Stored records
↓↓↓

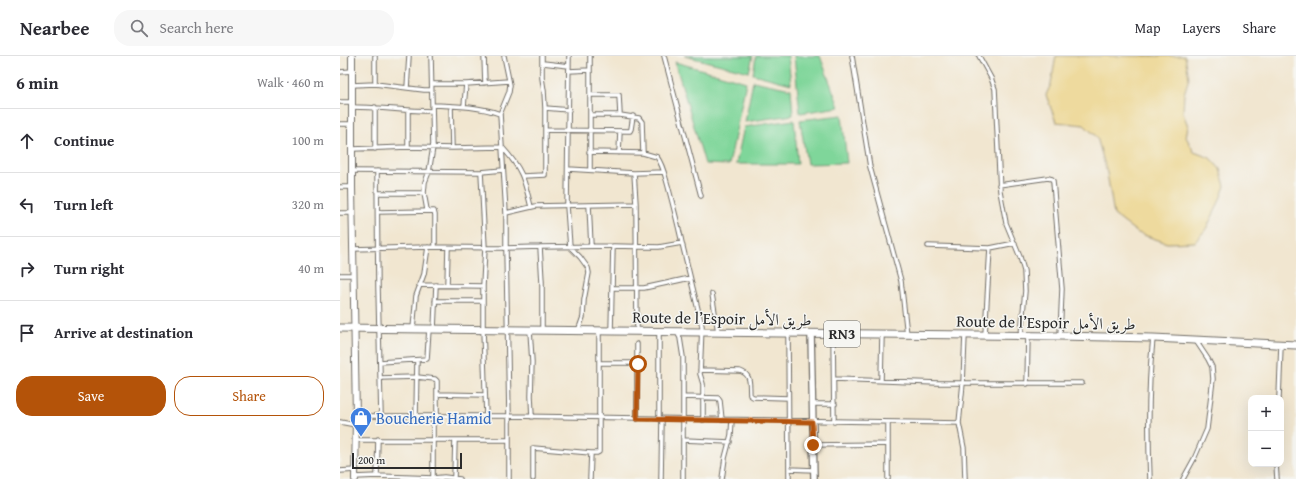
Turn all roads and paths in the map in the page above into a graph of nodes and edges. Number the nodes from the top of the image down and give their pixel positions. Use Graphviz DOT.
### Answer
graph roads {
  1 [pos="352,56"];
  2 [pos="375,56"];
  3 [pos="408,56"];
  4 [pos="431,56"];
  5 [pos="484,56"];
  6 [pos="504,56"];
  7 [pos="542,56"];
  8 [pos="569,56"];
  9 [pos="590,56"];
  10 [pos="664,56"];
  11 [pos="852,56"];
  12 [pos="979,56"];
  13 [pos="543,63"];
  14 [pos="569,68"];
  15 [pos="590,70"];
  16 [pos="352,71"];
  17 [pos="340,72"];
  18 [pos="509,81"];
  19 [pos="485,83"];
  20 [pos="375,84"];
  21 [pos="432,84"];
  22 [pos="466,84"];
  23 [pos="352,85"];
  24 [pos="407,88"];
  25 [pos="432,90"];
  26 [pos="590,95"];
  27 [pos="340,102"];
  28 [pos="352,105"];
  29 [pos="432,105"];
  30 [pos="452,106"];
  31 [pos="464,106"];
  32 [pos="375,107"];
  33 [pos="545,108"];
  34 [pos="569,110"];
  35 [pos="408,111"];
  36 [pos="432,111"];
  37 [pos="500,114"];
  38 [pos="590,115"];
  39 [pos="620,115"];
  40 [pos="633,116"];
  41 [pos="340,124"];
  42 [pos="352,124"];
  43 [pos="545,130"];
  44 [pos="569,130"];
  45 [pos="589,130"];
  46 [pos="620,131"];
  47 [pos="408,147"];
  48 [pos="433,147"];
  49 [pos="502,147"];
  50 [pos="452,148"];
  51 [pos="375,149"];
  52 [pos="352,150"];
  53 [pos="589,152"];
  54 [pos="619,153"];
  55 [pos="643,153"];
  56 [pos="568,169"];
  57 [pos="503,170"];
  58 [pos="590,170"];
  59 [pos="352,171"];
  60 [pos="377,172"];
  61 [pos="428,172"];
  62 [pos="481,172"];
  63 [pos="664,172"];
  64 [pos="634,173"];
  65 [pos="523,176"];
  66 [pos="999,185"];
  67 [pos="340,187"];
  68 [pos="352,187"];
  69 [pos="377,193"];
  70 [pos="424,193"];
  71 [pos="701,196"];
  72 [pos="636,204"];
  73 [pos="589,205"];
  74 [pos="567,206"];
  75 [pos="531,207"];
  76 [pos="427,210"];
  77 [pos="378,212"];
  78 [pos="506,212"];
  79 [pos="340,213"];
  80 [pos="353,213"];
  81 [pos="682,243"];
  82 [pos="1015,243"];
  83 [pos="591,246"];
  84 [pos="613,246"];
  85 [pos="928,246"];
  86 [pos="428,247"];
  87 [pos="435,247"];
  88 [pos="540,247"];
  89 [pos="570,247"];
  90 [pos="636,247"];
  91 [pos="378,248"];
  92 [pos="448,248"];
  93 [pos="485,248"];
  94 [pos="506,248"];
  95 [pos="990,248"];
  96 [pos="353,249"];
  97 [pos="354,275"];
  98 [pos="340,276"];
  99 [pos="690,278"];
  100 [pos="436,285"];
  101 [pos="447,285"];
  102 [pos="419,286"];
  103 [pos="483,286"];
  104 [pos="612,288"];
  105 [pos="637,289"];
  106 [pos="712,294"];
  107 [pos="435,301"];
  108 [pos="483,302"];
  109 [pos="340,328"];
  110 [pos="355,328"];
  111 [pos="637,328"];
  112 [pos="378,329"];
  113 [pos="413,329"];
  114 [pos="431,329"];
  115 [pos="483,329"];
  116 [pos="508,330"];
  117 [pos="530,330"];
  118 [pos="542,330"];
  119 [pos="578,331"];
  120 [pos="600,331"];
  121 [pos="611,331"];
  122 [pos="659,332"];
  123 [pos="677,332"];
  124 [pos="702,332"];
  125 [pos="788,332"];
  126 [pos="718,333"];
  127 [pos="811,333"];
  128 [pos="833,334"];
  129 [pos="882,335"];
  130 [pos="907,335"];
  131 [pos="965,335"];
  132 [pos="985,335"];
  133 [pos="1025,335"];
  134 [pos="1060,336"];
  135 [pos="1152,338"];
  136 [pos="1195,340"];
  137 [pos="637,344"];
  138 [pos="1281,344"];
  139 [pos="1296,345"];
  140 [pos="417,361"];
  141 [pos="380,362"];
  142 [pos="600,363"];
  143 [pos="638,364"];
  144 [pos="700,370"];
  145 [pos="417,377"];
  146 [pos="380,378"];
  147 [pos="835,379"];
  148 [pos="882,380"];
  149 [pos="963,383"];
  150 [pos="1082,383"];
  151 [pos="1027,384"];
  152 [pos="437,394"];
  153 [pos="485,395"];
  154 [pos="1279,395"];
  155 [pos="683,397"];
  156 [pos="704,397"];
  157 [pos="788,398"];
  158 [pos="812,404"];
  159 [pos="835,404"];
  160 [pos="356,416"];
  161 [pos="381,416"];
  162 [pos="416,416"];
  163 [pos="435,416"];
  164 [pos="486,416"];
  165 [pos="509,416"];
  166 [pos="532,417"];
  167 [pos="599,418"];
  168 [pos="637,419"];
  169 [pos="660,419"];
  170 [pos="683,419"];
  171 [pos="703,420"];
  172 [pos="722,420"];
  173 [pos="732,420"];
  174 [pos="789,420"];
  175 [pos="340,422"];
  176 [pos="812,422"];
  177 [pos="834,422"];
  178 [pos="888,422"];
  179 [pos="959,423"];
  180 [pos="356,425"];
  181 [pos="378,439"];
  182 [pos="356,440"];
  183 [pos="433,440"];
  184 [pos="455,440"];
  185 [pos="509,440"];
  186 [pos="683,440"];
  187 [pos="730,442"];
  188 [pos="888,444"];
  189 [pos="813,445"];
  190 [pos="591,453"];
  191 [pos="1276,467"];
  192 [pos="789,469"];
  193 [pos="356,470"];
  194 [pos="814,470"];
  195 [pos="340,471"];
  196 [pos="377,476"];
  197 [pos="355,478"];
  198 [pos="433,478"];
  199 [pos="454,478"];
  200 [pos="460,479"];
  201 [pos="509,479"];
  202 [pos="533,479"];
  203 [pos="590,479"];
  204 [pos="661,479"];
  205 [pos="683,479"];
  206 [pos="722,479"];
  207 [pos="789,479"];
  208 [pos="814,479"];
  209 [pos="888,479"];
  210 [pos="965,479"];
  211 [pos="1150,479"];
  212 [pos="1183,479"];
  213 [pos="1277,479"];
  1 -- 16 [label="main road"];
  2 -- 20 [label="street"];
  3 -- 24 [label="street"];
  4 -- 21 [label="street"];
  5 -- 19 [label="street"];
  6 -- 18 [label="street"];
  7 -- 13 [label="street"];
  8 -- 14 [label="street"];
  9 -- 15 [label="street"];
  10 -- 71 [label="street"];
  11 -- 130 [label="street"];
  12 -- 66 [label="street"];
  13 -- 14 [label="street"];
  13 -- 33 [label="street"];
  14 -- 15 [label="street"];
  14 -- 34 [label="street"];
  15 -- 26 [label="street"];
  16 -- 17 [label="street"];
  16 -- 23 [label="main road"];
  18 -- 19 [label="street"];
  18 -- 37 [label="street"];
  19 -- 22 [label="street"];
  20 -- 23 [label="street"];
  20 -- 24 [label="street"];
  21 -- 22 [label="street"];
  21 -- 25 [label="street"];
  22 -- 31 [label="street"];
  23 -- 28 [label="main road"];
  24 -- 25 [label="street"];
  25 -- 29 [label="street"];
  26 -- 38 [label="street"];
  26 -- 39 [label="street"];
  27 -- 28 [label="street"];
  28 -- 32 [label="street"];
  28 -- 42 [label="main road"];
  29 -- 30 [label="street"];
  29 -- 36 [label="street"];
  30 -- 31 [label="street"];
  30 -- 50 [label="street"];
  31 -- 37 [label="street"];
  32 -- 35 [label="street"];
  32 -- 51 [label="street"];
  33 -- 34 [label="street"];
  33 -- 43 [label="street"];
  34 -- 44 [label="street"];
  35 -- 36 [label="street"];
  35 -- 47 [label="street"];
  36 -- 48 [label="street"];
  37 -- 49 [label="street"];
  38 -- 39 [label="street"];
  38 -- 45 [label="street"];
  39 -- 40 [label="street"];
  40 -- 46 [label="street"];
  40 -- 55 [label="street"];
  41 -- 42 [label="street"];
  42 -- 52 [label="main road"];
  43 -- 44 [label="street"];
  43 -- 65 [label="street"];
  44 -- 45 [label="street"];
  44 -- 56 [label="street"];
  45 -- 46 [label="street"];
  45 -- 53 [label="street"];
  46 -- 54 [label="street"];
  47 -- 48 [label="street"];
  47 -- 51 [label="street"];
  48 -- 50 [label="street"];
  48 -- 61 [label="street"];
  49 -- 50 [label="street"];
  49 -- 57 [label="street"];
  49 -- 65 [label="street"];
  51 -- 52 [label="street"];
  52 -- 59 [label="main road"];
  53 -- 54 [label="street"];
  53 -- 58 [label="street"];
  54 -- 55 [label="street"];
  55 -- 63 [label="street"];
  56 -- 58 [label="street"];
  56 -- 74 [label="street"];
  57 -- 62 [label="street"];
  57 -- 78 [label="street"];
  58 -- 64 [label="street"];
  59 -- 60 [label="street"];
  59 -- 68 [label="main road"];
  60 -- 61 [label="street"];
  60 -- 69 [label="street"];
  61 -- 62 [label="street"];
  61 -- 70 [label="street"];
  62 -- 93 [label="street"];
  63 -- 64 [label="street"];
  63 -- 81 [label="street"];
  64 -- 72 [label="street"];
  65 -- 75 [label="street"];
  66 -- 82 [label="street"];
  66 -- 134 [label="street"];
  67 -- 68 [label="street"];
  68 -- 80 [label="main road"];
  69 -- 70 [label="street"];
  69 -- 77 [label="street"];
  70 -- 76 [label="street"];
  72 -- 73 [label="street"];
  72 -- 90 [label="street"];
  73 -- 74 [label="street"];
  73 -- 83 [label="street"];
  74 -- 75 [label="street"];
  74 -- 89 [label="street"];
  75 -- 78 [label="street"];
  76 -- 77 [label="street"];
  76 -- 87 [label="street"];
  77 -- 91 [label="street"];
  78 -- 94 [label="street"];
  79 -- 80 [label="street"];
  80 -- 96 [label="main road"];
  81 -- 90 [label="street"];
  81 -- 99 [label="street"];
  82 -- 95 [label="street"];
  82 -- 133 [label="street"];
  83 -- 84 [label="street"];
  83 -- 89 [label="street"];
  84 -- 90 [label="street"];
  84 -- 104 [label="street"];
  85 -- 95 [label="street"];
  86 -- 87 [label="street"];
  86 -- 91 [label="street"];
  86 -- 102 [label="street"];
  87 -- 92 [label="street"];
  88 -- 89 [label="street"];
  88 -- 94 [label="street"];
  88 -- 118 [label="street"];
  89 -- 119 [label="street"];
  90 -- 105 [label="street"];
  91 -- 96 [label="street"];
  91 -- 112 [label="street"];
  92 -- 93 [label="street"];
  92 -- 101 [label="street"];
  93 -- 94 [label="street"];
  93 -- 103 [label="street"];
  94 -- 116 [label="street"];
  95 -- 132 [label="street"];
  96 -- 97 [label="main road"];
  97 -- 98 [label="street"];
  97 -- 110 [label="main road"];
  99 -- 105 [label="street"];
  99 -- 124 [label="street"];
  100 -- 101 [label="street"];
  100 -- 102 [label="street"];
  100 -- 107 [label="street"];
  101 -- 103 [label="street"];
  102 -- 113 [label="street"];
  103 -- 108 [label="street"];
  104 -- 105 [label="street"];
  104 -- 121 [label="street"];
  105 -- 111 [label="street"];
  106 -- 126 [label="street"];
  107 -- 108 [label="street"];
  107 -- 114 [label="street"];
  108 -- 115 [label="street"];
  109 -- 110 [label="highway, Route de l’Espoir طريق الأمل / RN3"];
  110 -- 112 [label="highway, Route de l’Espoir طريق الأمل / RN3"];
  110 -- 160 [label="main road"];
  112 -- 113 [label="highway, Route de l’Espoir طريق الأمل / RN3"];
  112 -- 141 [label="street"];
  113 -- 114 [label="highway, Route de l’Espoir طريق الأمل / RN3"];
  114 -- 115 [label="highway, Route de l’Espoir طريق الأمل / RN3"];
  114 -- 140 [label="street"];
  115 -- 116 [label="highway, Route de l’Espoir طريق الأمل / RN3"];
  115 -- 153 [label="street"];
  116 -- 117 [label="highway, Route de l’Espoir طريق الأمل / RN3"];
  116 -- 165 [label="street"];
  117 -- 118 [label="highway, Route de l’Espoir طريق الأمل / RN3"];
  117 -- 166 [label="street"];
  118 -- 119 [label="highway, Route de l’Espoir طريق الأمل / RN3"];
  119 -- 120 [label="highway, Route de l’Espoir طريق الأمل / RN3"];
  120 -- 121 [label="highway, Route de l’Espoir طريق الأمل / RN3"];
  120 -- 142 [label="street"];
  121 -- 122 [label="highway, Route de l’Espoir طريق الأمل / RN3"];
  122 -- 123 [label="highway, Route de l’Espoir طريق الأمل / RN3"];
  122 -- 169 [label="street"];
  123 -- 124 [label="highway, Route de l’Espoir طريق الأمل / RN3"];
  123 -- 155 [label="street"];
  124 -- 126 [label="highway, Route de l’Espoir طريق الأمل / RN3"];
  124 -- 144 [label="street"];
  125 -- 126 [label="highway, Route de l’Espoir طريق الأمل / RN3"];
  125 -- 127 [label="highway, Route de l’Espoir طريق الأمل / RN3"];
  125 -- 157 [label="street"];
  127 -- 128 [label="highway, Route de l’Espoir طريق الأمل / RN3"];
  127 -- 158 [label="street"];
  128 -- 129 [label="highway, Route de l’Espoir طريق الأمل / RN3"];
  128 -- 147 [label="street"];
  129 -- 130 [label="highway, Route de l’Espoir طريق الأمل / RN3"];
  129 -- 148 [label="street"];
  130 -- 131 [label="highway, Route de l’Espoir طريق الأمل / RN3"];
  131 -- 132 [label="highway, Route de l’Espoir طريق الأمل / RN3"];
  131 -- 149 [label="street"];
  132 -- 133 [label="highway, Route de l’Espoir طريق الأمل / RN3"];
  133 -- 134 [label="highway, Route de l’Espoir طريق الأمل / RN3"];
  133 -- 151 [label="street"];
  134 -- 135 [label="highway, Route de l’Espoir طريق الأمل / RN3"];
  135 -- 136 [label="highway, Route de l’Espoir طريق الأمل / RN3"];
  135 -- 211 [label="street"];
  136 -- 138 [label="highway, Route de l’Espoir طريق الأمل / RN3"];
  136 -- 212 [label="street"];
  137 -- 143 [label="street"];
  138 -- 139 [label="highway, Route de l’Espoir طريق الأمل / RN3"];
  138 -- 154 [label="street"];
  140 -- 141 [label="street"];
  140 -- 145 [label="street"];
  141 -- 146 [label="street"];
  142 -- 143 [label="street"];
  142 -- 167 [label="street"];
  143 -- 168 [label="street"];
  144 -- 156 [label="street"];
  144 -- 157 [label="street"];
  145 -- 146 [label="street"];
  145 -- 152 [label="street"];
  145 -- 162 [label="street"];
  146 -- 161 [label="street"];
  147 -- 148 [label="street"];
  147 -- 159 [label="street"];
  148 -- 149 [label="street"];
  149 -- 151 [label="street"];
  149 -- 179 [label="street"];
  150 -- 151 [label="street"];
  152 -- 153 [label="street"];
  152 -- 163 [label="street"];
  153 -- 164 [label="street"];
  155 -- 156 [label="street"];
  155 -- 170 [label="street"];
  156 -- 171 [label="street"];
  156 -- 172 [label="street"];
  157 -- 174 [label="street"];
  158 -- 159 [label="street"];
  158 -- 176 [label="street"];
  159 -- 177 [label="street"];
  160 -- 161 [label="street"];
  160 -- 180 [label="main road"];
  161 -- 162 [label="street"];
  162 -- 163 [label="street"];
  163 -- 164 [label="street"];
  163 -- 183 [label="street"];
  164 -- 165 [label="street"];
  165 -- 166 [label="street"];
  165 -- 185 [label="street"];
  166 -- 167 [label="street"];
  167 -- 168 [label="street"];
  167 -- 190 [label="street"];
  168 -- 169 [label="street"];
  169 -- 170 [label="street"];
  169 -- 204 [label="street"];
  170 -- 171 [label="street"];
  170 -- 186 [label="street"];
  171 -- 172 [label="street"];
  172 -- 173 [label="street"];
  173 -- 174 [label="street"];
  173 -- 187 [label="street"];
  174 -- 176 [label="street"];
  174 -- 192 [label="street"];
  175 -- 180 [label="street"];
  176 -- 177 [label="street"];
  176 -- 189 [label="street"];
  177 -- 178 [label="street"];
  178 -- 179 [label="street"];
  178 -- 188 [label="street"];
  179 -- 210 [label="street"];
  180 -- 182 [label="main road"];
  181 -- 182 [label="street"];
  181 -- 183 [label="street"];
  181 -- 196 [label="street"];
  182 -- 193 [label="main road"];
  183 -- 184 [label="street"];
  183 -- 198 [label="street"];
  184 -- 185 [label="street"];
  184 -- 199 [label="street"];
  185 -- 201 [label="street"];
  186 -- 187 [label="street"];
  186 -- 205 [label="street"];
  187 -- 206 [label="street"];
  188 -- 189 [label="street"];
  188 -- 209 [label="street"];
  189 -- 194 [label="street"];
  190 -- 202 [label="street"];
  190 -- 203 [label="street"];
  191 -- 213 [label="street"];
  192 -- 194 [label="street"];
  192 -- 207 [label="street"];
  193 -- 195 [label="street"];
  193 -- 197 [label="main road"];
  194 -- 208 [label="street"];
  196 -- 197 [label="street"];
  196 -- 198 [label="street"];
  198 -- 199 [label="street"];
  199 -- 200 [label="street"];
}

↑↑↑

**WHAT YOU HAVE TO DO**
Lines in the records above that carry the word "roads" are to be located and copied.

**THE ANSWER**
Turn all roads and paths in the map in the page above into a graph of nodes and edges. Number the nodes from the top of the image down and give their pixel positions. Use Graphviz DOT.
graph roads {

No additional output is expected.